As a by-product of horse rearing, kumys is very much a product of the Kyrgyz jailoo and in season it is widely sold from yurts at road sides to willing customers who rate the drink far higher than modern upstarts such as imported Russian beer or Coca-Cola.
The health promoting properties of kumys have long been established, both in Kyrgyz folklore and by 19th-century Russian scientists who firmly believed in the drink's restorative properties and used it to treat a variety of diseases. Both Maxim Gorky and Lev Tolstoy took kumys rest cures at Russian sanatoria in the late 19th century and Anton Chekov, who had long suffered from tuberculosis, attended a kumys cure resort for a period in 1901, although in his case he was not cured. News of the miracle cure spread far beyond Russia's shores, and in 1877 a treatise was published in the USA that extolled the health-giving virtues of the drink (The Great Russian Remedy for Wasting, Debilitating and Nervous Diseases), which dubbed the product 'Milk Champagne'.
Despite what some Kyrgyz might claim, kumys is found not only in Kyrgyzstan but also throughout the upland areas of the central Asian region. It has also been popular in Mongolia since time immemorial, where it no doubt accompanied the horseback armies of Genghis Khan on their plundering attacks throughout the region.

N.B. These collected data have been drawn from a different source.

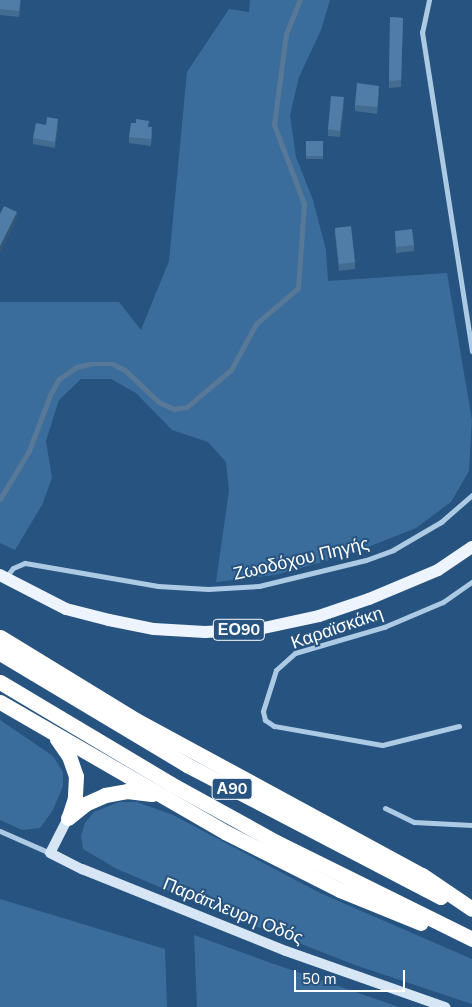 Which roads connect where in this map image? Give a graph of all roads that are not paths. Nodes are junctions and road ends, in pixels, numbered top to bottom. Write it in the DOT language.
graph roads {
  1 [pos="429,0"];
  2 [pos="472,351"];
  3 [pos="472,495"];
  4 [pos="472,547"];
  5 [pos="3,577"];
  6 [pos="472,582"];
  7 [pos="0,637"];
  8 [pos="0,653"];
  9 [pos="0,682"];
  10 [pos="0,702"];
  11 [pos="40,726"];
  12 [pos="459,726"];
  13 [pos="169,800"];
  14 [pos="385,808"];
  15 [pos="68,818"];
  16 [pos="472,825"];
  17 [pos="0,831"];
  18 [pos="50,853"];
  19 [pos="472,910"];
  20 [pos="472,940"];
  21 [pos="445,1007"];
  1 -- 2 [label="street"];
  3 -- 5 [label="street, Ζωοδόχου Πηγής"];
  4 -- 5 [label="main road, ΕΟ90"];
  6 -- 12 [label="street, Καραϊσκάκη"];
  7 -- 19 [label="highway"];
  8 -- 19 [label="highway, Α90"];
  9 -- 20 [label="highway, Α90"];
  10 -- 11 [label="highway"];
  11 -- 13 [label="highway"];
  11 -- 15 [label="highway"];
  13 -- 15 [label="highway"];
  13 -- 20 [label="highway"];
  14 -- 16 [label="street"];
  15 -- 18 [label="street"];
  17 -- 18 [label="street"];
  18 -- 21 [label="street, Παράπλευρη Οδός"];
}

Indeed, it would appear that the drinking of kumys has been around for as long as man has had an association with horses. Hippocrates is said to have declared it to be a drink 'of longevity, joy and mental agility' and Herodotus in his 5th-century BC chronicle, Histories, describes the Scythian processing of mare's milk, The Flemish Franciscan monk William of Rubruck, who travelled through the central Asian region in the 13th century, described the affect of kumys thus: 'it makes the inner man most joyful and also intoxicates weak heads, and greatly provokes urine'. In actual fact, kumys is not particularly intoxicating, having an average alcohol content of just 2%. Nevertheless, it is an acquired taste for most Westerners and drinking kumys can sometimes have a deleterious effect on the unprepared, making those unused to it become suddenly nauseous.
The art of preparing koumiss is of Mongolian origin. Skin is an ideal recipient in which to store fermenting liquids. The hide has been smoke-tanned, and the beverage fizzes like a new Swiss wine. A third of yesterday's milk is always mixed with the new milk: then it is allowed to settle in the warm temperature of the yurt before it is churned.
Mares' milk is the only milk that does not clot during fermentation. During the first six hours koumiss is alcoholic and then it turns into lactic acid.